Digital prototyping - experimenting with rabbit

This seminar was inspiring due to its fascinating complexity. What I mean by that is, despite the number of steps involved, the hands-on prototyping technique gave fast results, making it fun to experiment with. Once you grasped the communication mode, there were a lot of ways to reinterpret the task, which was helpful in generating ideas for integrating these technologies into my research context.

I also believe wearables are seeking ways to minimise energy consumption for various purposes. That's why learning about her approach to customising wearables, such as creating your own Arduino board, was intriguing in the scope of low-power device research (the concept of hacking). I've observed individuals customising their Arduino Pro Mini to achieve very low current draw, enabling better adaptation to low-power devices. Perhaps in my future research, I'd like to explore creating low-power consumption boards powered by alternative energy sources. This could be practical for others interested in prototyping in a similar way.
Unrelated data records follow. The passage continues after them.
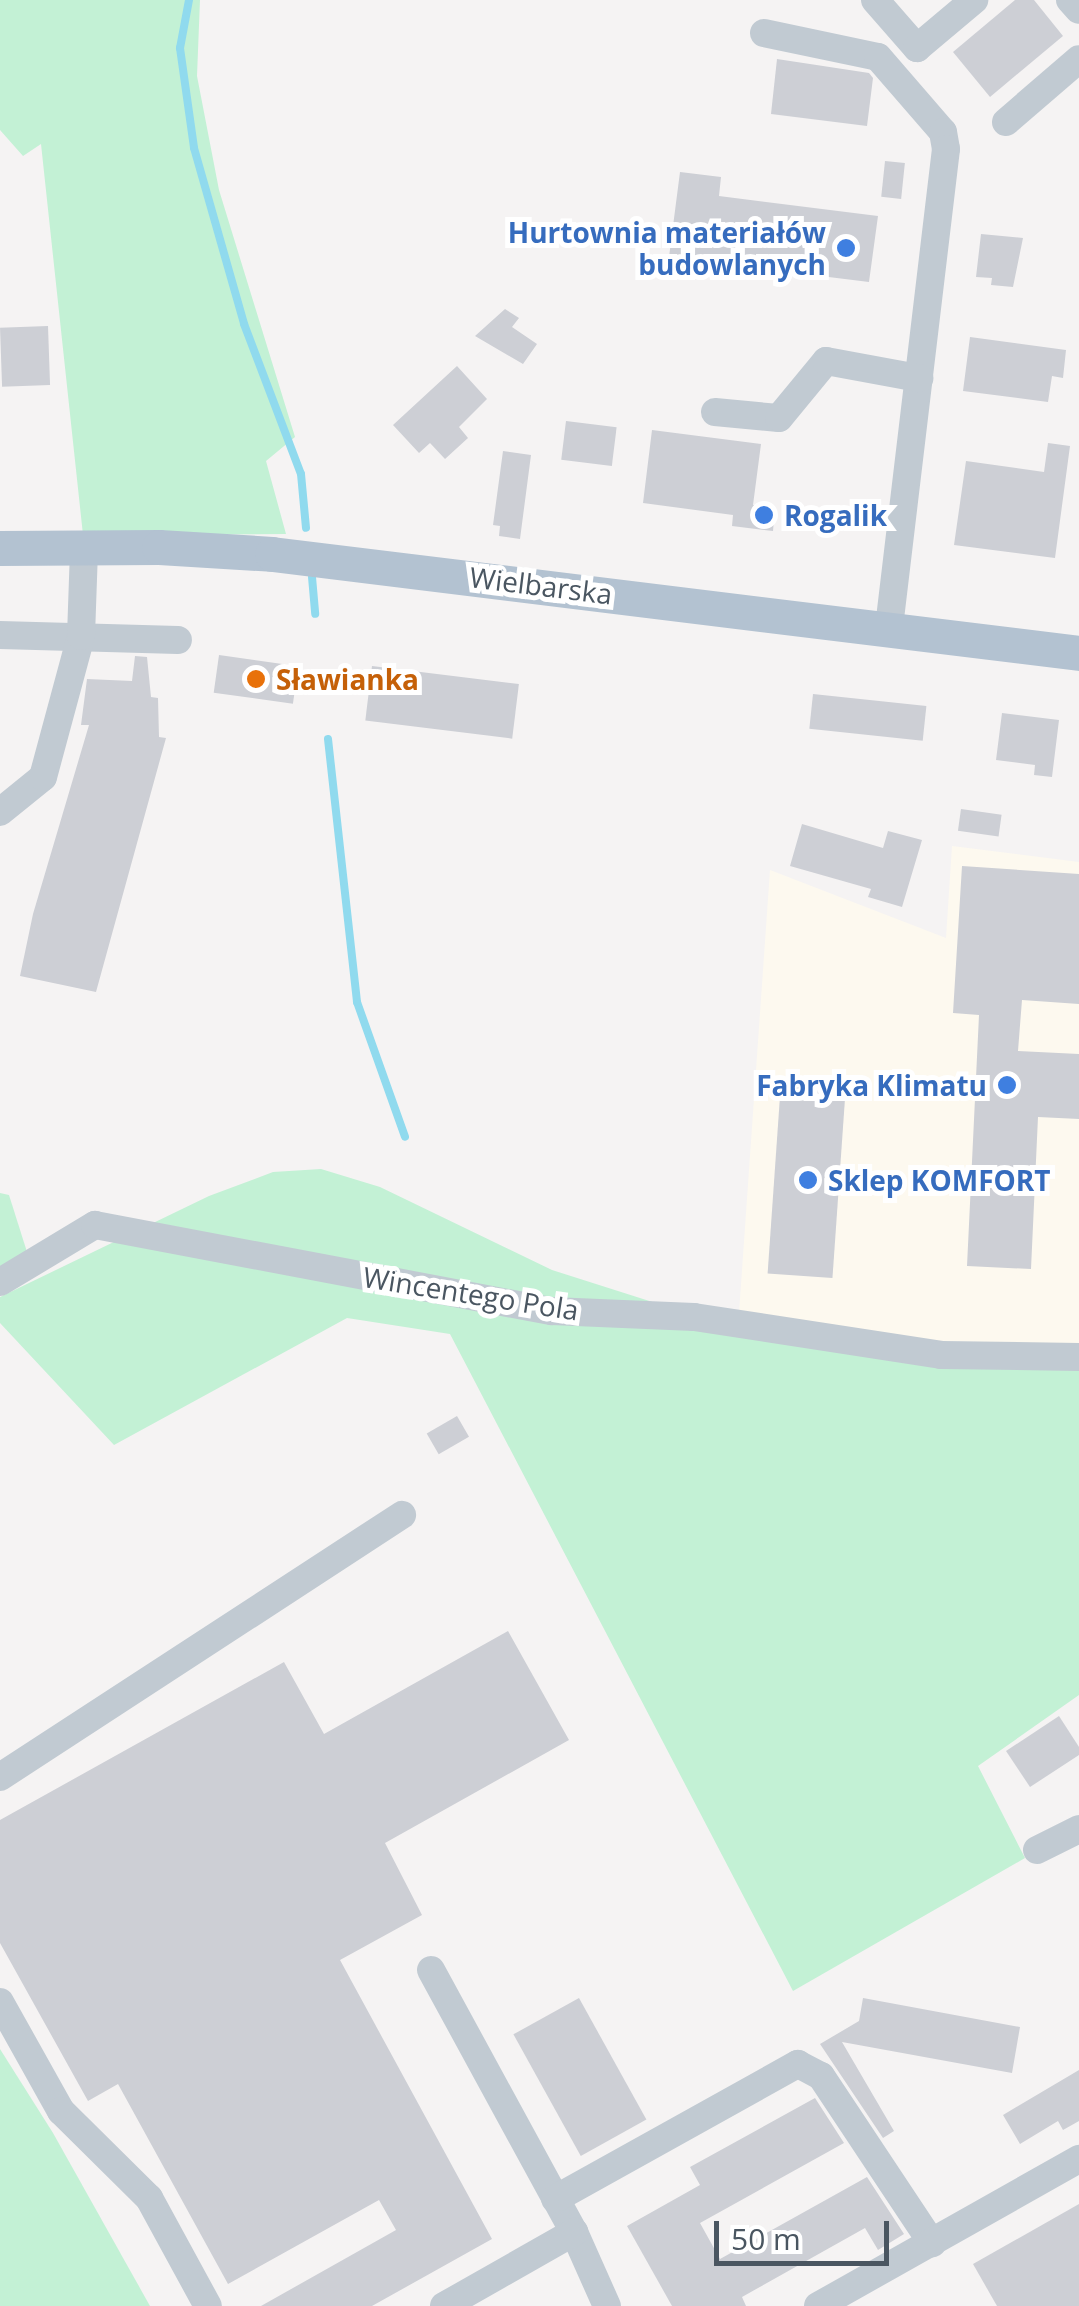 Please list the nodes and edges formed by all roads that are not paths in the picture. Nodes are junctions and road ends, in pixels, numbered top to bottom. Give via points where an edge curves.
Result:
1 (875, 0) edge
2 (974, 0) edge
3 (1070, 0) edge
4 (1079, 10) edge
5 (764, 32) dead end
6 (1079, 59) edge
7 (1006, 122) dead end
8 (919, 378) junction
9 (715, 412) dead end
10 (0, 548) edge
11 (84, 548) junction
12 (890, 629) junction
13 (0, 635) edge
14 (81, 636) junction
15 (178, 640) dead end
16 (1079, 653) edge
17 (0, 812) edge
18 (0, 1282) edge
19 (1079, 1357) edge
20 (402, 1514) dead end
21 (0, 1777) edge
22 (1079, 1829) edge
23 (1037, 1850) dead end
24 (431, 1970) dead end
25 (0, 2002) edge
26 (1079, 2159) edge
27 (555, 2199) junction
28 (574, 2232) junction
29 (932, 2243) junction
30 (208, 2306) edge
31 (444, 2306) edge
32 (607, 2306) edge
33 (818, 2306) edge

1 - 2 street via 917,48
3 - 4 street
5 - 8 street via 878,57 943,132
6 - 7 street
8 - 9 street via 826,362 779,418
8 - 12 street
10 - 11 main road, Wielbarska
11 - 12 main road, Wielbarska via 194,549 395,566
11 - 14 street
12 - 16 main road, Wielbarska
13 - 14 street
14 - 15 street
14 - 17 street via 44,778
18 - 19 street, Wincentego Pola via 95,1226 552,1312 694,1317 941,1355
20 - 21 street
22 - 23 street
24 - 27 street
25 - 30 street via 61,2110 149,2198
26 - 29 street
27 - 28 street
27 - 29 street via 798,2064 822,2076
28 - 31 street
28 - 32 street
29 - 33 street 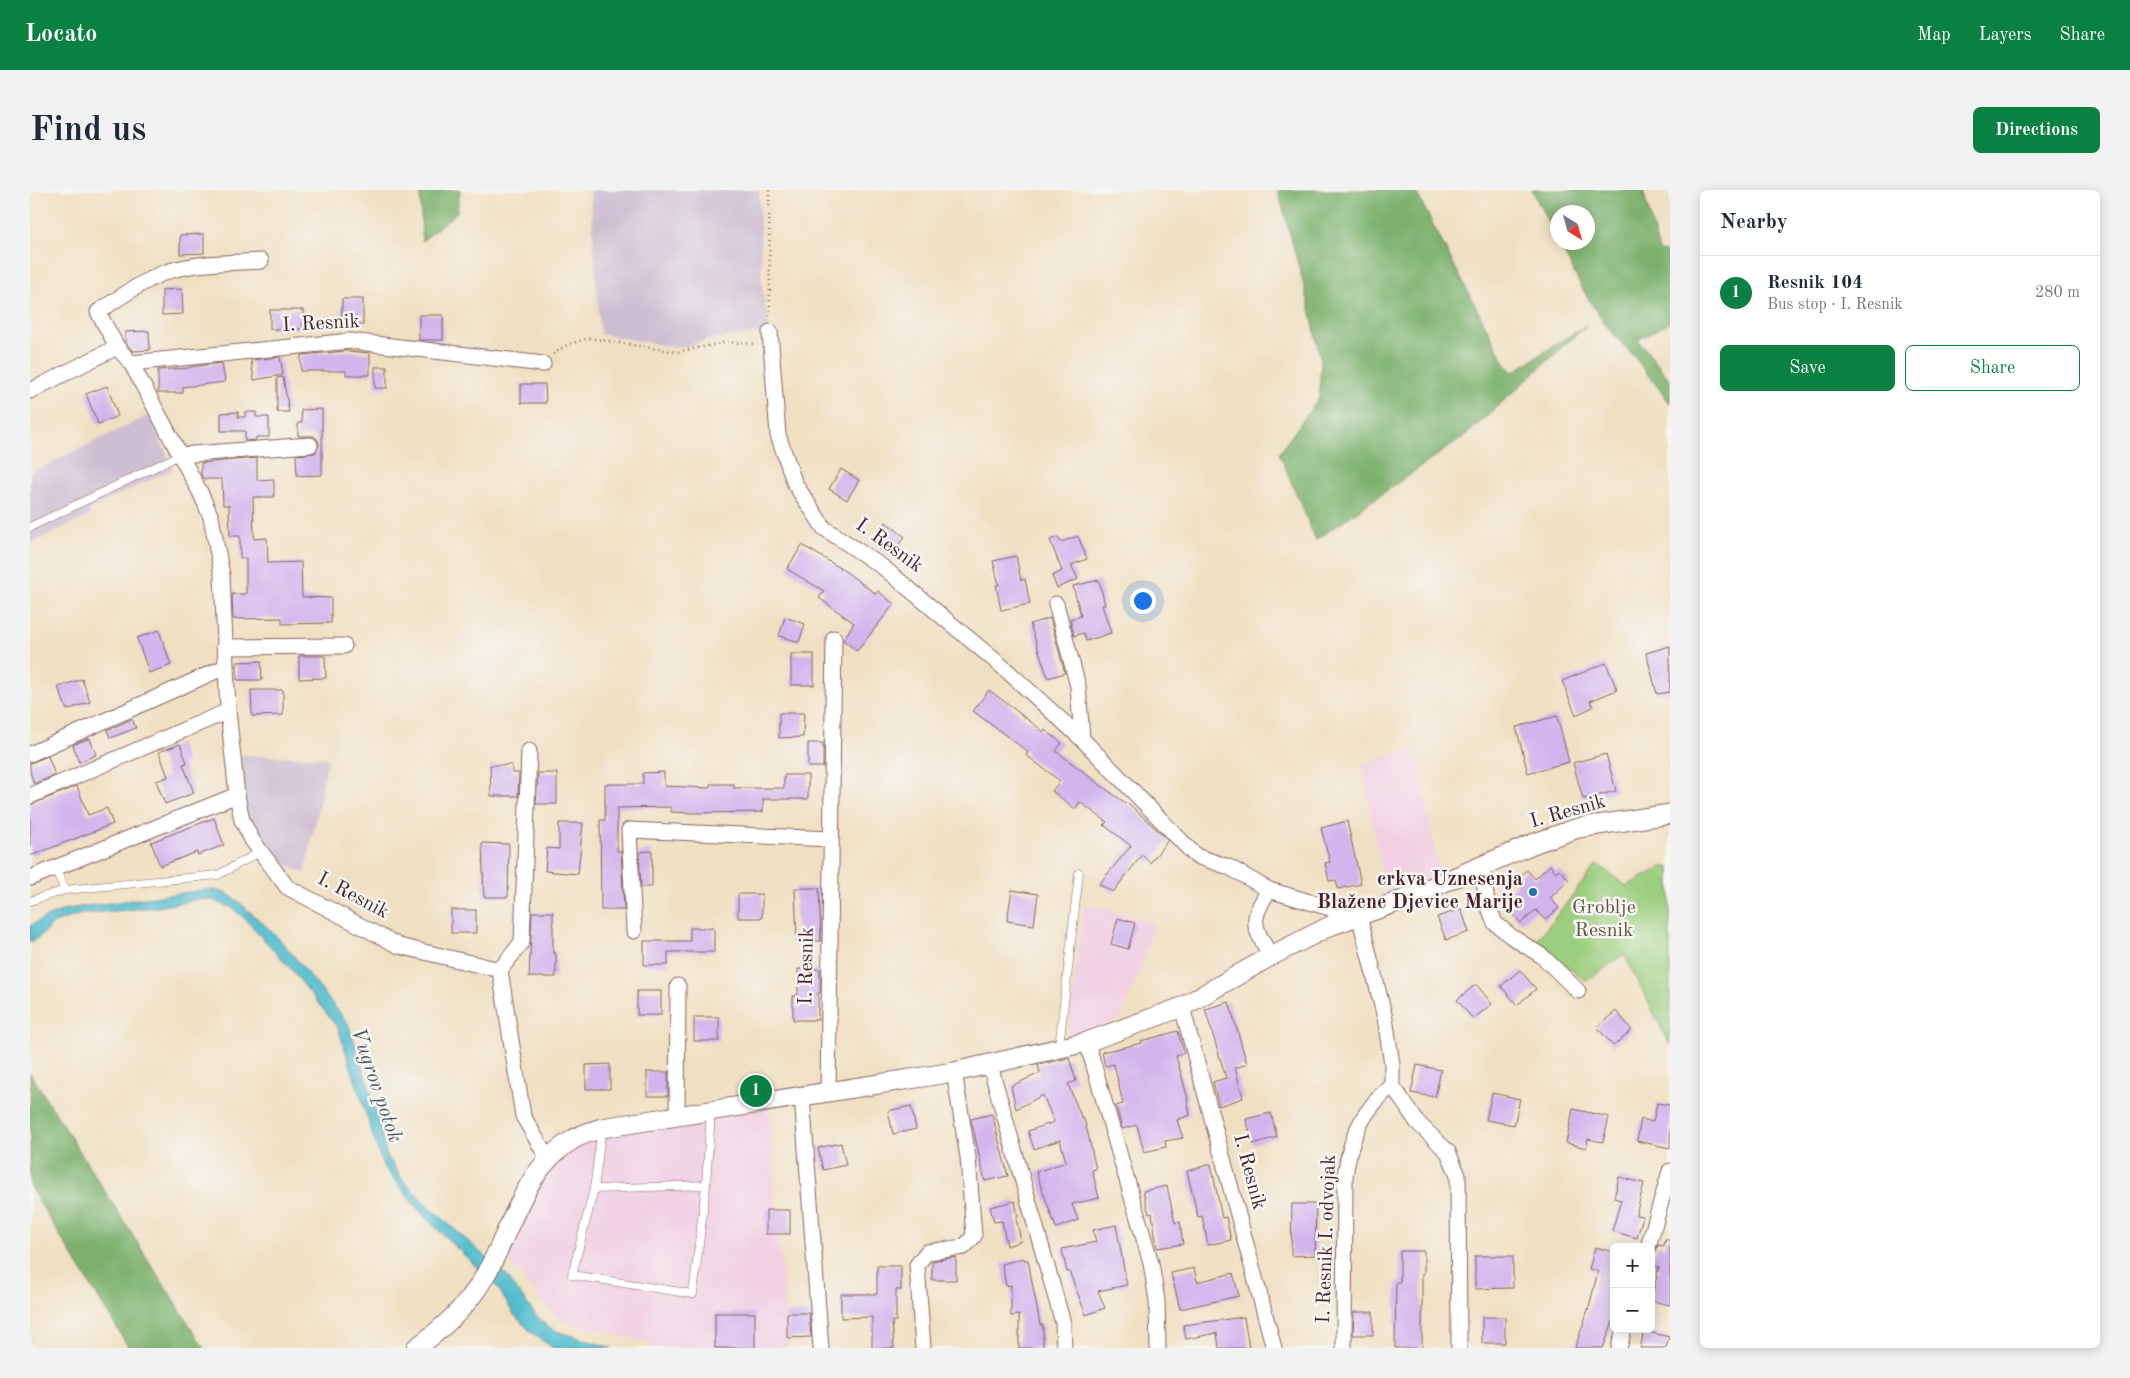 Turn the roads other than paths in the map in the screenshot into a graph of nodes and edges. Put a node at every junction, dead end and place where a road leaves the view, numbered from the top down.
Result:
1 (260, 261) dead end
2 (770, 332) road end
3 (117, 347) junction
4 (131, 363) junction
5 (543, 364) road end
6 (30, 391) edge
7 (310, 445) dead end
8 (180, 455) junction
9 (30, 527) edge
10 (1056, 604) dead end
11 (834, 638) dead end
12 (344, 646) dead end
13 (224, 647) junction
14 (225, 667) junction
15 (228, 711) junction
16 (1082, 739) junction
17 (529, 751) dead end
18 (30, 754) edge
19 (237, 795) junction
20 (30, 796) edge
21 (1670, 814) edge
22 (831, 839) junction
23 (260, 852) junction
24 (1482, 866) junction
25 (55, 868) junction
26 (1079, 872) dead end
27 (30, 878) edge
28 (65, 890) junction
29 (1269, 890) junction
30 (30, 901) edge
31 (1353, 917) junction
32 (634, 931) dead end
33 (1271, 956) junction
34 (500, 970) junction
35 (678, 986) dead end
36 (1578, 991) dead end
37 (1182, 1007) junction
38 (1086, 1042) junction
39 (1059, 1049) junction
40 (990, 1065) junction
41 (954, 1072) junction
42 (1392, 1085) junction
43 (828, 1092) junction
44 (802, 1096) junction
45 (711, 1110) junction
46 (677, 1116) junction
47 (602, 1128) junction
48 (548, 1159) junction
49 (1670, 1171) edge
50 (706, 1185) junction
51 (594, 1190) junction
52 (1649, 1243) edge
53 (1623, 1333) edge
54 (421, 1347) edge
55 (821, 1348) edge
56 (923, 1348) edge
57 (1064, 1348) edge
58 (1158, 1348) edge
59 (1274, 1348) edge
60 (1344, 1348) edge
61 (1459, 1348) edge
62 (1619, 1348) edge

1 - 3 street, I. Resnik
2 - 16 street, I. Resnik
3 - 4 street, I. Resnik
3 - 6 street
4 - 5 street, I. Resnik
4 - 8 street, I. Resnik
7 - 8 street
8 - 9 lane
8 - 13 street, I. Resnik
10 - 16 street
11 - 22 street, I. Resnik
12 - 13 street
13 - 14 street, I. Resnik
14 - 15 street, I. Resnik
14 - 18 street
15 - 19 street, I. Resnik
15 - 20 street
16 - 29 street, I. Resnik
17 - 34 street
19 - 23 street, I. Resnik
19 - 25 street
21 - 24 street, I. Resnik
22 - 32 street
22 - 43 street, I. Resnik
23 - 28 lane
23 - 34 street, I. Resnik
24 - 31 street, I. Resnik
24 - 36 street
25 - 27 street
25 - 28 lane
26 - 39 lane
28 - 30 lane
29 - 31 street, I. Resnik
29 - 33 street
31 - 33 street, I. Resnik
31 - 42 street
33 - 37 street, I. Resnik
34 - 48 street
35 - 46 street
37 - 38 street, I. Resnik
37 - 59 street, I. Resnik
38 - 39 street, I. Resnik
38 - 58 street
39 - 40 street, I. Resnik
40 - 41 street, I. Resnik
40 - 57 street
41 - 43 street, I. Resnik
41 - 56 street
42 - 60 street, I. Resnik I. odvojak
42 - 61 street
43 - 44 street, I. Resnik
44 - 45 street, I. Resnik
44 - 55 street
45 - 46 street, I. Resnik
45 - 50 lane
46 - 47 street, I. Resnik
47 - 48 street, I. Resnik
47 - 51 lane
48 - 54 street, I. Resnik
49 - 52 street
50 - 51 lane
50 - 51 lane
53 - 62 street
While I had a bit of prior knowledge on the subject, this seminar provided the opportunity to fully explore what the softwares had to offer. Collaborating with my classmates was also an empowering way to interact, especially with the MDEFest approaching; we're keen on expanding our communication methods as much as possible.

Random thoughts:
- All the examples shown during the presentation were super cool.
- I have a lot of respect for people who work with their bodies in art installation.
- Don't know much about coding so learning about live coding was nice. Gives ideas for the future.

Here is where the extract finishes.